National minority's languages 

Armenian
Belarusian
Czech
German
Yiddish 
Hebrew
Lithuanian
Russian
Slovak
Ukrainian

Ethnic minority's languages 
Karaim
Rusyn, called Lemko in Poland (Polish: "Łemkowski", see Lemko)
Two Romani languages are officially recognised: Polska Roma and Bergitka Roma.
Tatar, called Tartar by the act.

Official recognition gives the representatives of the minority under certain conditions the right to education in their language, having their language established as a secondary administrative language or help language in their municipality, financial support in the promotion of their language and culture, etc.

Regional languages 
Kashubian

Auxiliary languages

The bilingual status of gminas (municipalities) in Poland is regulated by the Act of 6 January 2005 on National and Ethnic Minorities and on the Regional Languages, which permits certain gminas with significant linguistic minorities to introduce a second, auxiliary language to be used in official contexts alongside Polish. The following is a list of languages by the number of gminas that have them as auxiliary languages.

Kashubian (5)
Lithuanian (1)
German (33)
Belarusian (5)

Languages of bilingual settlements

A settlement can use any officially recognised, regional, or minority languages in their name. Currently only 5 settlements have exercised this power. The following is a list of languages by their use in settlements dual language names.

Belarusian (27)
German (359)
Kashubian (827)
Lithuanian (30)
Rusyn (9)

Languages of diasporas and immigrants 
These languages are not recognised as minority languages, as the Act of 2005 defines minority as "a group of Polish citizens (...) striving to preserve its language, culture or tradition, (...) whose ancestors have been living on the present territory of the Republic of Poland for at least 100 years":

Greek: the language of the Greek diaspora in Poland of 1950s.
Vietnamese: the language of the biggest immigrant community in Poland since the 1960s, having their own newspapers, schools, churches etc.

Sign languages
The Polish Sign Language is the language of the deaf community in Poland. It descends from German Sign Language. Its lexicon and grammar are distinct from the Polish language, although there is a manually coded version of Polish known as System Językowo-Migowy (SJM, or Signed Polish), which is often used by interpreters on television and by teachers in schools. In 2012, under the "Sign Language Act", the language received official status and can be chosen as the language of instruction by those who require it.

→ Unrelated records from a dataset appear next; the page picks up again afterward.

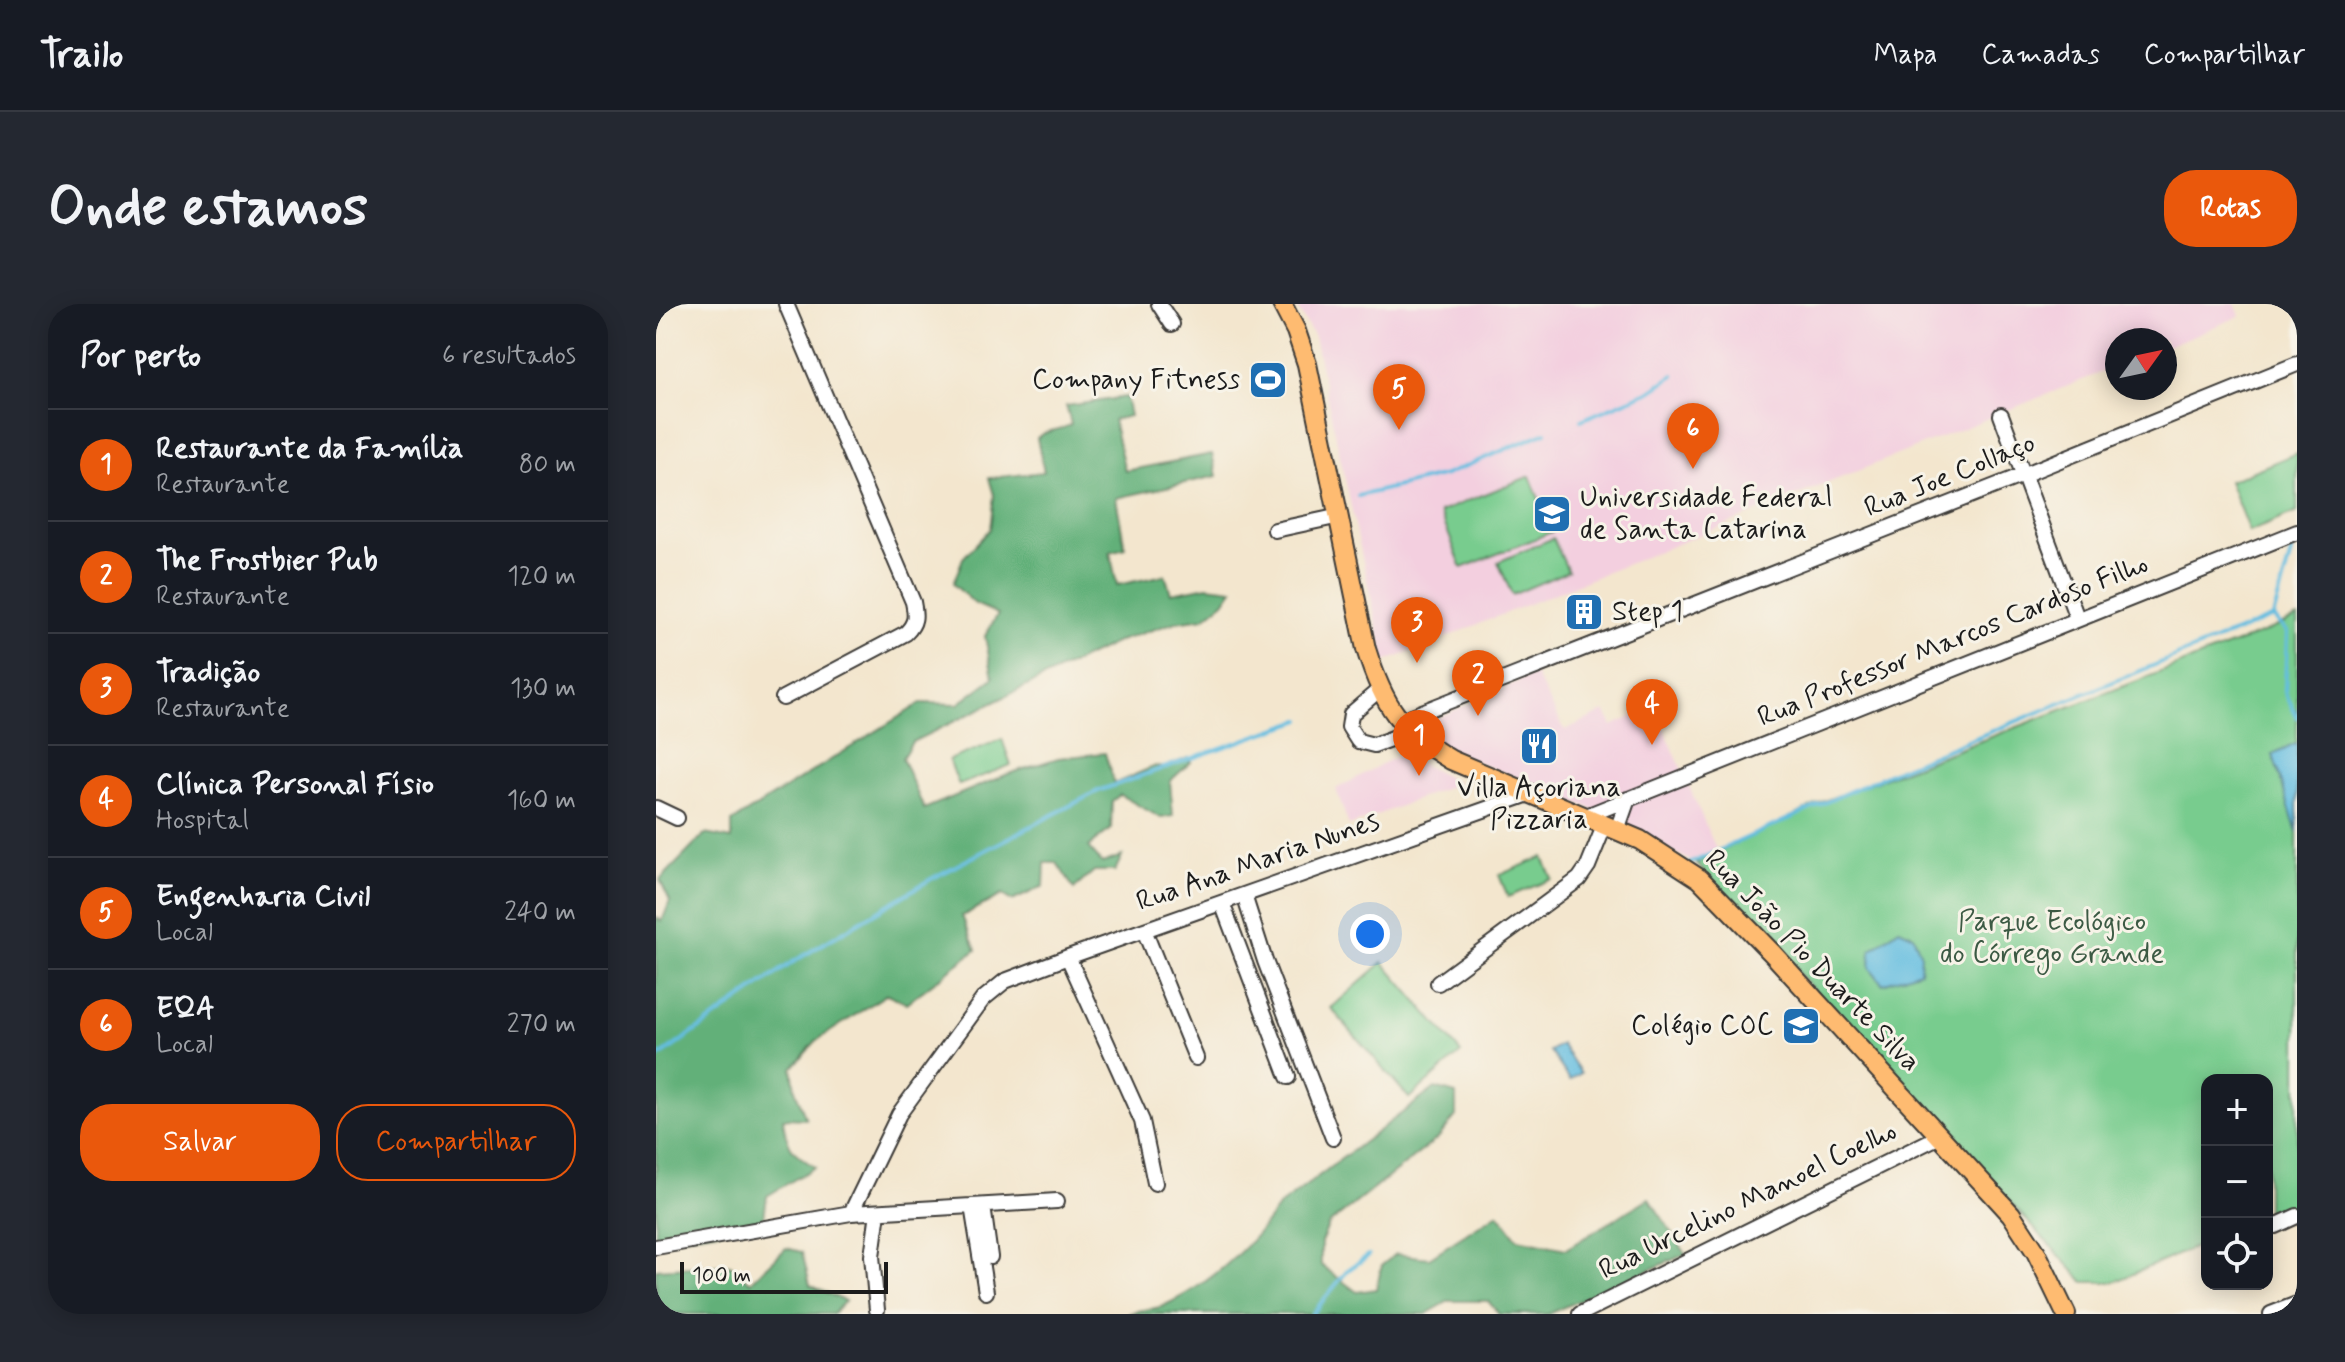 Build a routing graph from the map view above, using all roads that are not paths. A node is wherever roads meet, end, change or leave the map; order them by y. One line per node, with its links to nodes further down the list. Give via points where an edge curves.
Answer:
1 (786, 304): 13 (street, via 915,615 906,633)
2 (1159, 304): 4 (street)
3 (1282, 304): 8 (main road, Rua João Pio Duarte Silva, via 1307,364)
4 (1172, 324)
5 (2297, 364): 7 (street, Rua Joe Collaço)
6 (2001, 415): 7 (street)
7 (2023, 475): 11 (street); 14 (street, Rua Joe Collaço)
8 (1340, 516): 9 (street); 12 (main road, Rua João Pio Duarte Silva, via 1362,630)
9 (1275, 530)
10 (2290, 535): 11 (street, Rua Professor Marcos Cardoso Filho)
11 (2077, 618): 16 (street, Rua Professor Marcos Cardoso Filho)
12 (1380, 689): 14 (main road, Rua João Pio Duarte Silva); 14 (street, Rua Joe Collaço, via 1351,714 1349,727 1358,741 1374,745)
13 (783, 698)
14 (1404, 727): 15 (main road, Rua João Pio Duarte Silva, via 1451,760)
15 (1529, 794): 18 (main road, Rua João Pio Duarte Silva); 21 (street, Rua Ana Maria Nunes)
16 (1628, 799): 18 (street, Rua Professor Marcos Cardoso Filho); 20 (street)
17 (656, 808): 19 (street)
18 (1586, 816): 20 (main road, Rua João Pio Duarte Silva)
19 (677, 818)
20 (1611, 827): 25 (street, via 1579,879); 28 (main road, Rua João Pio Duarte Silva, via 1700,879)
21 (1244, 895): 22 (street, Rua Ana Maria Nunes); 29 (street)
22 (1222, 903): 23 (street, Rua Ana Maria Nunes); 27 (street)
23 (1144, 930): 24 (street, Rua Ana Maria Nunes); 26 (street)
24 (1068, 957): 30 (street, via 1142,1121); 34 (street, Rua Ana Maria Nunes, via 1005,981 983,999 909,1098)
25 (1438, 983)
26 (1196, 1058)
27 (1288, 1077)
28 (1940, 1136): 41 (street, Rua Urcelino Manoel Coelho); 42 (main road, Rua João Pio Duarte Silva, via 2024,1233)
29 (1333, 1138)
30 (1155, 1183)
31 (1057, 1201): 32 (street)
32 (978, 1206): 33 (street); 38 (street)
33 (878, 1212): 34 (street); 40 (street, via 872,1256)
34 (851, 1213): 37 (street)
35 (2297, 1216): 36 (street)
36 (2275, 1226)
37 (656, 1247)
38 (990, 1291)
39 (2297, 1304): 43 (street)
40 (877, 1310)
41 (1580, 1314)
42 (2066, 1314)
43 (2271, 1314)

Unrecognised regional languages 
It is disputed whether Silesian is either one of the four major dialects of Polish or a separate language, distinct from Polish. Ethnologue distinguishes the Silesian language from the Upper Silesian dialect of Polish language. There are efforts by some Silesian groups advocating for legal recognition to be granted (similar to that of Kashubian) and the topic is considered a political issue.
Wymysorys is an endangered language with very few speakers. It is native to Wilamowice, but, unlike the similarly endangered Karaim language, it was practically unknown during the preparation of the aforementioned Act.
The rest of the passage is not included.